Mugi to Olive (むぎとオリーブ)
IT’S exciting to be in Japan at the height of the country’s ramen revolution where young and not so young ramen-ya chefs are being recognised for their innovation and cutting-edge bowls not only by long queues of zealots but also by renowned publications such as the Michelin Guide. Japan is possibly one of the only countries in the world where you can get a Michelin rated meal for about $10. One such ramen-ya that is taking ramen to new heights and is being recognised for its innovation and unique bowls is Muji to Olive in Tokyo’s stylish Ginza’s area.
Mugi to Olive translates as “Wheat and Olive” – wheat for the ramen noodles and olive for the virgin olive oil found at the ramen bar for adding to your bowl during the halfway stage to give it a richer and different complexity to the broth. It actually works very well and changes the flavour profile of its dishes and its this innovation as well as its marvellous clam and sardine soup base that has hordes lining up for one of the 15 counter table seats. The restaurant interior has a simple yet contemporary wooden countertop with water served in stainless steel cups. You can watch the chefs preparing your bowl like ballroom dancers gliding around the kitchen.
The ramen-ya serves serves three types of shoyu soup: one made with niboshi, (sardine), one with hamaguri clams and another with chicken. The “triple soba” option – which comes with a mix of all three broths – is the bowl that gets a lot of attention and praise from ramen zealots (as does the mazesoba) . Any of the menu items are easy to order at the ticket machine once you enter (for English speakers there is a menu above it to guide you to what order button to push).
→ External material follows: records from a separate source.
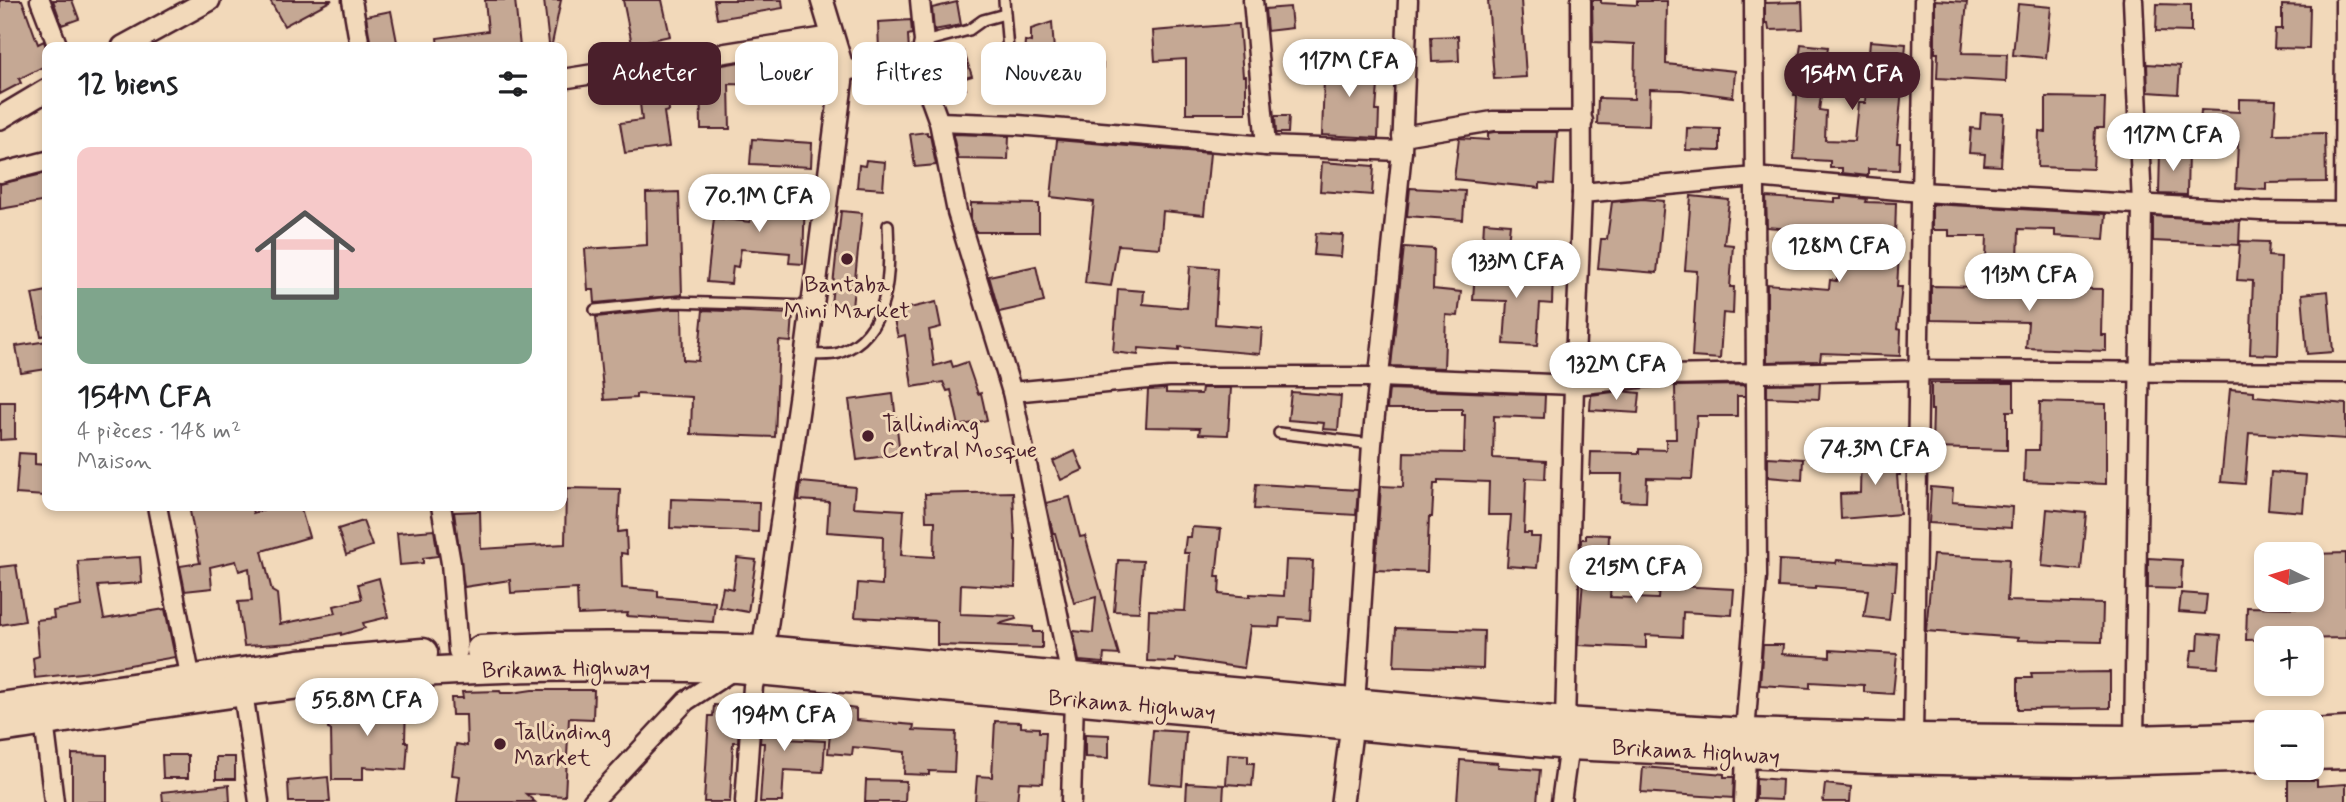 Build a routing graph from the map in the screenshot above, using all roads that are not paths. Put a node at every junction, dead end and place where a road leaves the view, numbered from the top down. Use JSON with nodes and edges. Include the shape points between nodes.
{"nodes":[{"id":1,"x":40,"y":0,"type":"edge"},
{"id":2,"x":209,"y":0,"type":"edge"},
{"id":3,"x":352,"y":0,"type":"edge"},
{"id":4,"x":822,"y":0,"type":"edge"},
{"id":5,"x":920,"y":0,"type":"edge"},
{"id":6,"x":1004,"y":0,"type":"edge"},
{"id":7,"x":1253,"y":0,"type":"edge"},
{"id":8,"x":1408,"y":0,"type":"edge"},
{"id":9,"x":1581,"y":0,"type":"edge"},
{"id":10,"x":1755,"y":0,"type":"edge"},
{"id":11,"x":1924,"y":0,"type":"edge"},
{"id":12,"x":2133,"y":0,"type":"edge"},
{"id":13,"x":2345,"y":0,"type":"edge"},
{"id":14,"x":1005,"y":14,"type":"junction"},
{"id":15,"x":832,"y":36,"type":"junction"},
{"id":16,"x":56,"y":42,"type":"edge"},
{"id":17,"x":131,"y":42,"type":"edge"},
{"id":18,"x":359,"y":42,"type":"edge"},
{"id":19,"x":924,"y":42,"type":"joint"},
{"id":20,"x":1007,"y":42,"type":"edge"},
{"id":21,"x":843,"y":71,"type":"junction"},
{"id":22,"x":852,"y":71,"type":"edge"},
{"id":23,"x":567,"y":78,"type":"edge"},
{"id":24,"x":42,"y":93,"type":"edge"},
{"id":25,"x":933,"y":105,"type":"edge"},
{"id":26,"x":0,"y":118,"type":"edge"},
{"id":27,"x":1583,"y":121,"type":"junction"},
{"id":28,"x":939,"y":122,"type":"junction"},
{"id":29,"x":1402,"y":143,"type":"junction"},
{"id":30,"x":1266,"y":146,"type":"junction"},
{"id":31,"x":42,"y":162,"type":"edge"},
{"id":32,"x":0,"y":173,"type":"edge"},
{"id":33,"x":1755,"y":177,"type":"junction"},
{"id":34,"x":1921,"y":192,"type":"junction"},
{"id":35,"x":1582,"y":193,"type":"junction"},
{"id":36,"x":2141,"y":205,"type":"junction"},
{"id":37,"x":2345,"y":212,"type":"edge"},
{"id":38,"x":888,"y":225,"type":"dead end"},
{"id":39,"x":811,"y":306,"type":"junction"},
{"id":40,"x":595,"y":310,"type":"dead end"},
{"id":41,"x":806,"y":355,"type":"junction"},
{"id":42,"x":1919,"y":370,"type":"junction"},
{"id":43,"x":1755,"y":373,"type":"junction"},
{"id":44,"x":2139,"y":373,"type":"junction"},
{"id":45,"x":2346,"y":373,"type":"edge"},
{"id":46,"x":1379,"y":377,"type":"junction"},
{"id":47,"x":1574,"y":385,"type":"junction"},
{"id":48,"x":1012,"y":392,"type":"junction"},
{"id":49,"x":1279,"y":433,"type":"dead end"},
{"id":50,"x":1372,"y":444,"type":"junction"},
{"id":51,"x":158,"y":511,"type":"edge"},
{"id":52,"x":442,"y":511,"type":"edge"},
{"id":53,"x":457,"y":651,"type":"junction"},
{"id":54,"x":753,"y":663,"type":"junction"},
{"id":55,"x":191,"y":680,"type":"junction"},
{"id":56,"x":1072,"y":688,"type":"junction"},
{"id":57,"x":243,"y":692,"type":"junction"},
{"id":58,"x":0,"y":707,"type":"edge"},
{"id":59,"x":1354,"y":714,"type":"junction"},
{"id":60,"x":44,"y":721,"type":"junction"},
{"id":61,"x":0,"y":728,"type":"edge"},
{"id":62,"x":2346,"y":732,"type":"edge"},
{"id":63,"x":2324,"y":733,"type":"edge"},
{"id":64,"x":1567,"y":734,"type":"junction"},
{"id":65,"x":2254,"y":736,"type":"edge"},
{"id":66,"x":1913,"y":738,"type":"junction"},
{"id":67,"x":2134,"y":740,"type":"junction"},
{"id":68,"x":1746,"y":743,"type":"junction"},
{"id":69,"x":2346,"y":754,"type":"edge"},
{"id":70,"x":2324,"y":755,"type":"edge"},
{"id":71,"x":2254,"y":756,"type":"edge"},
{"id":72,"x":54,"y":802,"type":"edge"},
{"id":73,"x":259,"y":802,"type":"edge"},
{"id":74,"x":592,"y":802,"type":"edge"},
{"id":75,"x":745,"y":802,"type":"edge"},
{"id":76,"x":1071,"y":802,"type":"edge"},
{"id":77,"x":1342,"y":802,"type":"edge"},
{"id":78,"x":1561,"y":802,"type":"edge"},
{"id":79,"x":1744,"y":802,"type":"edge"}],
"edges":[{"from":1,"to":16,"type":"street"},
{"from":2,"to":17,"type":"street"},
{"from":3,"to":18,"type":"street"},
{"from":4,"to":15,"type":"street"},
{"from":5,"to":19,"type":"street"},
{"from":6,"to":14,"type":"lane"},
{"from":7,"to":30,"type":"street"},
{"from":8,"to":29,"type":"street"},
{"from":9,"to":27,"type":"street"},
{"from":10,"to":33,"type":"street"},
{"from":11,"to":34,"type":"street"},
{"from":12,"to":36,"type":"street"},
{"from":13,"to":37,"type":"street"},
{"from":14,"to":19,"type":"lane"},
{"from":14,"to":20,"type":"lane"},
{"from":15,"to":21,"type":"street"},
{"from":15,"to":23,"type":"street"},
{"from":21,"to":22,"type":"street"},
{"from":21,"to":39,"type":"street"},
{"from":24,"to":26,"type":"street"},
{"from":25,"to":28,"type":"street"},
{"from":27,"to":29,"type":"street","via":[[1493,121]]},
{"from":27,"to":35,"type":"street"},
{"from":28,"to":30,"type":"street"},
{"from":28,"to":48,"type":"street","via":[[957,212]]},
{"from":29,"to":30,"type":"street"},
{"from":29,"to":46,"type":"street"},
{"from":31,"to":32,"type":"street"},
{"from":33,"to":34,"type":"street"},
{"from":33,"to":35,"type":"street"},
{"from":33,"to":43,"type":"street"},
{"from":34,"to":36,"type":"street"},
{"from":34,"to":42,"type":"street"},
{"from":35,"to":47,"type":"street"},
{"from":36,"to":37,"type":"street"},
{"from":36,"to":44,"type":"street"},
{"from":38,"to":41,"type":"lane","via":[[887,289],[869,331],[836,354]]},
{"from":39,"to":40,"type":"lane","via":[[673,302]]},
{"from":39,"to":41,"type":"street"},
{"from":41,"to":54,"type":"street"},
{"from":42,"to":43,"type":"street"},
{"from":42,"to":44,"type":"street"},
{"from":42,"to":66,"type":"street"},
{"from":43,"to":47,"type":"street","via":[[1667,375]]},
{"from":43,"to":68,"type":"street","via":[[1757,576]]},
{"from":44,"to":45,"type":"street"},
{"from":44,"to":67,"type":"street"},
{"from":46,"to":47,"type":"street"},
{"from":46,"to":48,"type":"street","via":[[1169,377]]},
{"from":46,"to":50,"type":"street"},
{"from":47,"to":64,"type":"street"},
{"from":48,"to":56,"type":"street"},
{"from":49,"to":50,"type":"lane"},
{"from":50,"to":59,"type":"street"},
{"from":51,"to":55,"type":"street"},
{"from":52,"to":53,"type":"street"},
{"from":53,"to":54,"type":"highway","name":"Brikama Highway","via":[[639,645]]},
{"from":53,"to":55,"type":"highway","name":"Brikama Highway","via":[[299,664]]},
{"from":54,"to":56,"type":"highway","name":"Brikama Highway"},
{"from":54,"to":57,"type":"highway","name":"Brikama Highway","via":[[510,667],[363,677]]},
{"from":54,"to":74,"type":"street","via":[[686,701]]},
{"from":54,"to":75,"type":"street"},
{"from":55,"to":58,"type":"highway","name":"Brikama Highway"},
{"from":56,"to":59,"type":"highway","name":"Brikama Highway"},
{"from":56,"to":76,"type":"street"},
{"from":57,"to":60,"type":"highway","name":"Brikama Highway"},
{"from":57,"to":73,"type":"street"},
{"from":59,"to":64,"type":"highway","name":"Brikama Highway"},
{"from":59,"to":77,"type":"street"},
{"from":60,"to":61,"type":"highway","name":"Brikama Highway"},
{"from":60,"to":72,"type":"street"},
{"from":62,"to":63,"type":"highway"},
{"from":64,"to":68,"type":"highway","name":"Brikama Highway"},
{"from":64,"to":78,"type":"street"},
{"from":65,"to":67,"type":"highway","name":"Brikama Highway"},
{"from":66,"to":67,"type":"highway","name":"Brikama Highway"},
{"from":66,"to":68,"type":"highway","name":"Brikama Highway"},
{"from":68,"to":71,"type":"highway","name":"Brikama Highway","via":[[1876,759],[2077,762]]},
{"from":68,"to":79,"type":"street"},
{"from":69,"to":70,"type":"highway"}]}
Mugi to Olive is a ramen-ya that is hell-bent on creating excellence in every bowl by using only ingredients that are renowned to be the best in Japan. The noodles come from Kyoto producer come from Teigaku, the chicken used is Daisen chicken from Tottori prefecture, while the hamaguri clams are from Kuwana in Moe prefecture – a region famous for these types of molluscs.
My triple ramen was simply stunning. The thin, straight noodles were al-dente The combination of clam, chicken and sardine soup with a tare of soy had pure dollops of chicken fat floating in it. The broths meld well – no over dominance by with the fish or chicken. The toppings included a tender piece of melt-in-your-mouth sous-vide Daisen chicken breast, half a dozen or so of those hamaguri clams a couple of knotted stripes of kamaboko naruto (fish cake), some strips of yam, a sprinkling of mitsuba greens and some seaweed.
Adding a glug of olive oil to the bowl halfway is a must (and the ritual) – it certainly adds another dimension and more depth of flavour – the peppery and fruity oil working well with the stock adding more umami and coating the mouth to make the flavour last longer.
Mugi to Olive is a ramen-ya that should be on the list of any true ramen zealot.